November 15, 2010 was the final day of existence of the BEA.  Catriona Macdonald, with her staff and all of the blind consumer organizations showed we could work together as one organization.  With one united voice we worked together to protect and make better the Randolph-Sheppard program for all vendors nationwide.  The BEA has proven we must have a presence in Washington, D.C. to look out for the best interest of the Randolph-Sheppard program.  We thank Ms. Macdonald and her staff and look forward to working with her in the future on other Randolph-Sheppard issues.

Our immediate concern is the Javits Wagner-O’Day Act of 2010, Bill H.R. 5983.  There is no mention of Randolph-Sheppard program in the bill.  If H.R. 5983 becomes law, there are provisions in the bill that will directly affect the R-S program.  Please contact your congressional representatives and urge them not to support H.R. 5983 without changes to protect the R-S program.  A list of changes and talking points why RSVA opposes certain parts of the Bill can be obtained from the RSVA national office, or please refer to the BEA filing presented below.  You can contact your congressional offices by calling 202-224-3121.

Background, Issues and Recommendations for the
Reauthorization of the JWOD Act

Background: Conflict with the Randolph-Sheppard Act

The Randolph-Sheppard Act, first signed into law more than 70 years ago, remains unique in legislation benefitting persons with disabilities in its creation of entrepreneurial, rather than employment, opportunities for persons who are blind.  Randolph-Sheppard entrepreneurs own and operate businesses providing high quality, competitively-priced food and sundries on federal and state properties.  Their contracts include operating troop dining facilities at approximately 40 military installations nationwide.  Many Randolph-Sheppard entrepreneurs have been recognized for excellence in food service, with several receiving global Hennessy, Connelly and Gold Plate awards from the U.S. Armed Services.

Today, when the national unemployment rate for the blind exceeds 70%, more than 2,400 blind men and women are able to support their families, pay taxes and contribute to our economy because of the opportunities afforded them under the Randolph-Sheppard Act.  Randolph-Sheppard operations provide jobs to more than 15,000 Americans in addition to the blind entrepreneurs who run them.  Including blind entrepreneurs, nearly one-third of persons working in Randolph-Sheppard businesses are persons with disabilities.
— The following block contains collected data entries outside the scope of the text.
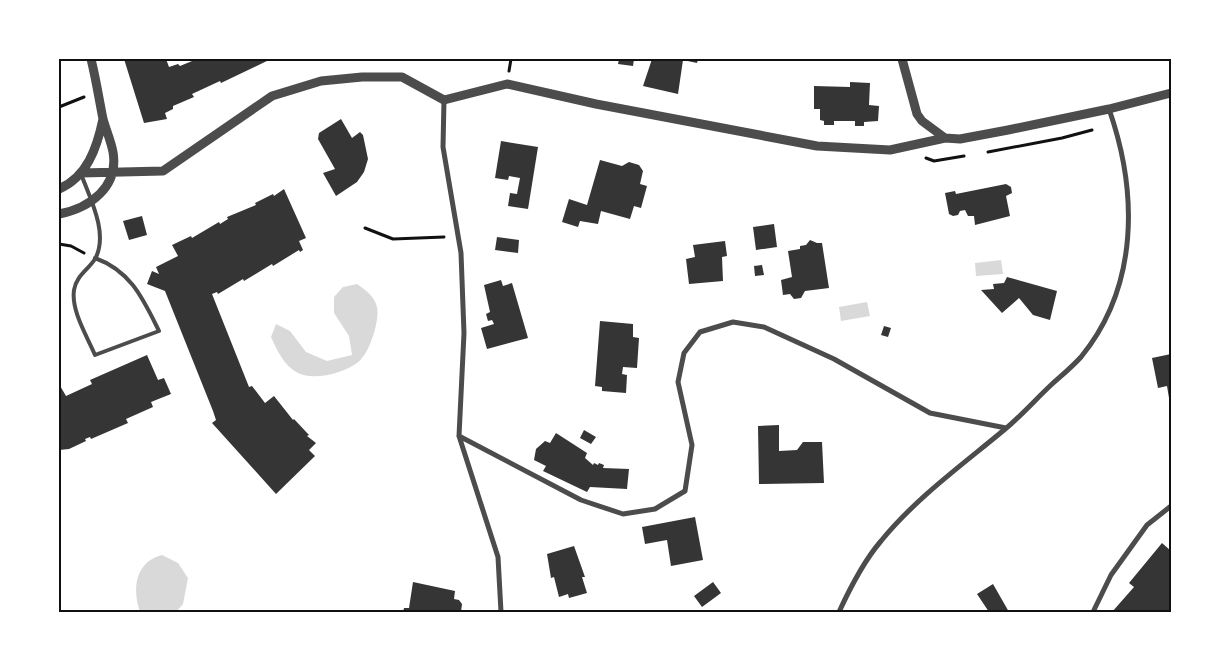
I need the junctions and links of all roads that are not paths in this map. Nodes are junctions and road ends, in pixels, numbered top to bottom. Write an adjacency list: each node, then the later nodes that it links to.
1 (91, 59): 6 (street)
2 (902, 59): 7 (street)
3 (1171, 93): 5 (street)
4 (444, 100): 7 (street); 8 (street); 15 (street)
5 (1110, 109): 7 (street); 14 (street)
6 (103, 119): 8 (street); 9 (street)
7 (945, 138)
8 (114, 172): 9 (street); 11 (street)
9 (81, 173): 10 (street); 11 (lane)
10 (59, 189)
11 (91, 201): 12 (street); 13 (lane)
12 (59, 214)
13 (95, 258): 13 (lane)
14 (1006, 428): 15 (street); 18 (street)
15 (459, 436): 17 (street)
16 (1171, 506): 19 (street)
17 (501, 612)
18 (839, 612)
19 (1093, 612)

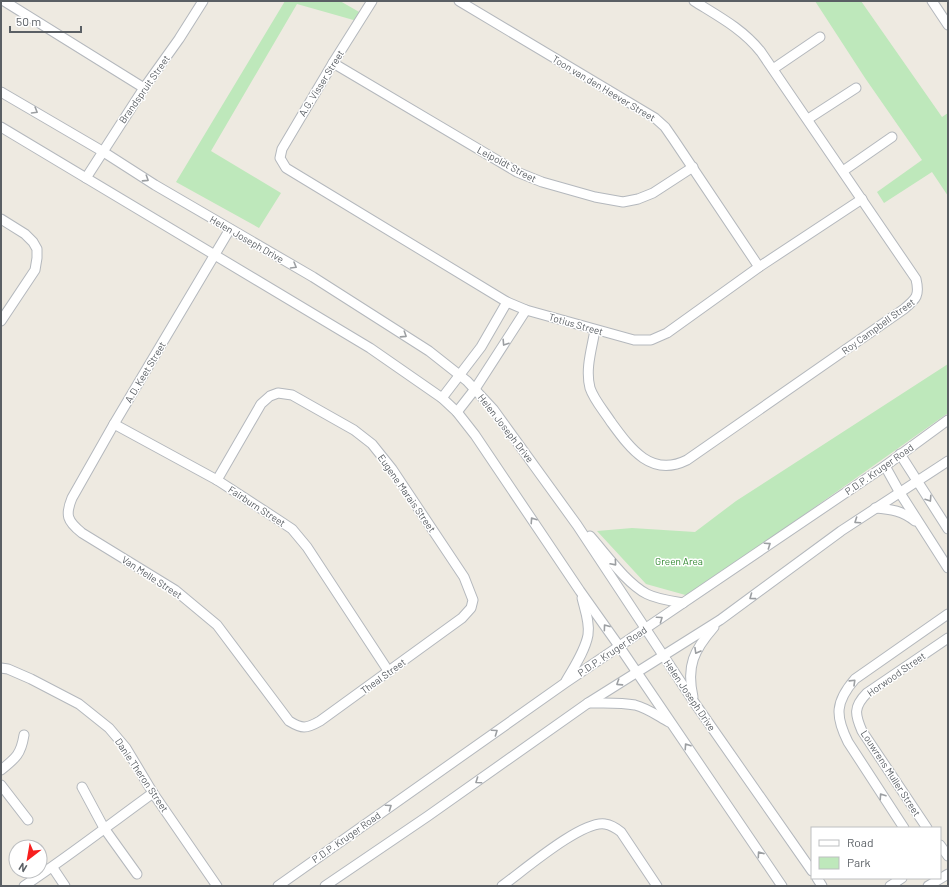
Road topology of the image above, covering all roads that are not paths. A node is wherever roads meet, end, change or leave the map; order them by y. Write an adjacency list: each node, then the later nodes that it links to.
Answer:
1 (4, 1): 11 (street)
2 (203, 1): 11 (street, Brandspruit Street)
3 (372, 1): 9 (street, A.G. Visser Street)
4 (459, 1): 18 (street, Toon van den Heever Street)
5 (694, 1): 10 (street, Roy Campbell Street)
6 (932, 1): 7 (street)
7 (948, 25)
8 (820, 37): 10 (street)
9 (333, 63): 18 (street, Leipoldt Street); 19 (street, A.G. Visser Street)
10 (773, 69): 14 (street, Roy Campbell Street)
11 (144, 88): 17 (street, Brandspruit Street)
12 (856, 88): 14 (street)
13 (1, 92): 17 (street, Helen Joseph Drive, one-way to 17)
14 (808, 119): 20 (street, Roy Campbell Street)
15 (1, 127): 21 (street)
16 (892, 137): 20 (street)
17 (102, 151): 21 (street, Brandspruit Street); 24 (street, Helen Joseph Drive, one-way to 24)
18 (693, 167): 26 (street, Toon van den Heever Street)
19 (286, 168): 27 (street, Totius Street)
20 (843, 170): 22 (street, Roy Campbell Street)
21 (86, 178): 25 (street)
22 (862, 199): 26 (street, Totius Street); 30 (street, Roy Campbell Street)
23 (1, 219): 29 (street)
24 (230, 229): 25 (street, A.D. Keet Street); 31 (street, Helen Joseph Drive, one-way to 31)
25 (214, 255): 33 (street); 36 (street, A.D. Keet Street)
26 (759, 267): 30 (street, Totius Street)
27 (507, 302): 28 (street, Totius Street); 31 (street)
28 (526, 310): 30 (street, Totius Street); 32 (street, one-way to 32)
29 (1, 321)
30 (595, 330)
31 (460, 374): 32 (street, Helen Joseph Drive); 33 (street)
32 (475, 389): 34 (street); 45 (street, Helen Joseph Drive)
33 (442, 398): 34 (street)
34 (458, 412): 49 (street, one-way to 34)
35 (948, 420): 37 (street, P.D.P. Kruger Road)
36 (114, 424): 40 (street, Fairburn Street); 44 (street, A.D. Keet Street)
37 (900, 454): 39 (street, P.D.P. Kruger Road); 41 (street)
38 (948, 461): 41 (street)
39 (885, 466): 42 (street); 50 (street, P.D.P. Kruger Road, one-way to 39)
40 (217, 480): 51 (street, Eugene Marais Street); 59 (street, Fairburn Street)
41 (917, 482): 42 (street); 47 (street, one-way to 47)
42 (900, 493): 43 (street); 46 (street)
43 (875, 508): 46 (street); 53 (street, one-way to 53)
44 (68, 517): 65 (street, Van Melle Street)
45 (577, 525): 50 (street, one-way to 50); 54 (street, Helen Joseph Drive)
46 (921, 526): 48 (street)
47 (948, 529)
48 (948, 568)
49 (580, 591): 56 (street, one-way to 49); 61 (street)
50 (683, 603): 54 (street, P.D.P. Kruger Road, one-way to 50)
51 (471, 608): 59 (street, Theal Street)
52 (948, 614): 73 (street, one-way to 52)
53 (720, 620): 57 (street); 62 (street, one-way to 62)
54 (646, 629): 56 (street, P.D.P. Kruger Road); 57 (street, Helen Joseph Drive)
55 (948, 638): 64 (street, Horwood Street)
56 (619, 646): 60 (street); 61 (street, P.D.P. Kruger Road)
57 (664, 656): 60 (street); 62 (street, Helen Joseph Drive)
58 (1, 668): 71 (street, Danie Theron Street)
59 (389, 672): 65 (street, Theal Street)
60 (636, 672): 63 (street, one-way to 63); 66 (street)
61 (565, 682): 85 (street, P.D.P. Kruger Road, one-way to 61)
62 (694, 702): 77 (street, Helen Joseph Drive)
63 (588, 703): 66 (street); 86 (street, one-way to 86)
64 (856, 717): 74 (street, Louwrens Muller Street)
65 (289, 721)
66 (672, 723): 89 (street, one-way to 66)
67 (24, 735): 68 (street)
68 (1, 770)
69 (1, 785): 72 (street)
70 (82, 787): 75 (street)
71 (153, 793): 75 (street); 84 (street, Danie Theron Street)
72 (28, 820)
73 (903, 827)
74 (927, 827)
75 (104, 828): 76 (street); 78 (street)
76 (53, 868): 82 (street); 83 (street)
77 (811, 870)
78 (137, 874)
79 (948, 874): 81 (street)
80 (900, 879): 90 (street)
81 (941, 881): 91 (street)
82 (24, 886)
83 (65, 886)
84 (217, 886)
85 (278, 886)
86 (325, 886)
87 (502, 886): 88 (street)
88 (657, 886)
89 (782, 886)
90 (890, 886)
91 (928, 886)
Beginning in the 1990s, a conflict developed between the Randolph-Sheppard program and programs operated under the Javits-Wagner-O’Day Act.  JWOD non-profit agencies receive non-competitive federal contracts for a wide range of goods and services, in exchange for employing persons with severe disabilities to generate at least 75% of their non-managerial labor hours.  The conflict between the programs related to procurement of contracts for complex food services such as troop dining.  Early last decade, this question was resolved by a pair of court cases, NISH v. Cohen (247 F.3d 197, 4th Cir. 2001) and NISH v. Rumsfeld (348 F.3d 1263, 10th Cir. 2003), which established that any contracts for full food service should be competitively bid and subject to the Randolph-Sheppard priority.  The Subsequent National Defense Authorization of 2007 created a “no-poaching” provision that protected contracts that had been placed on the procurement list or contracted under the Randolph-Sheppard priority as of August 1997.


The Blind Entrepreneurs’ Alliance is concerned by a recent acceleration of full food service contracts being proposed for addition to the Procurement List for non-competitive allocation to JWOD non-profit agencies. Since August of 2009, when a full food service contract for Camp Covington, Guam was added to the Procurement List by the Committee for Purchase, full food service contracts for NAS Meridian in Mississippi, Selfridge Air National Guard in Michigan, and a Coast Guard installation at Elizabeth City, North Carolina were also been proposed for addition (in some of these cases, the Randolph-Sheppard community has been successful in keeping the contracts in the competitive realm).  Under the law, these contracts should be competitively bid subject to the Randolph-Sheppard priority.  If these contracts were to be placed on the Procurement List for JWOD non-profits, they will not be competitively bid, thus eliminating opportunities for blind entrepreneurs and their employees.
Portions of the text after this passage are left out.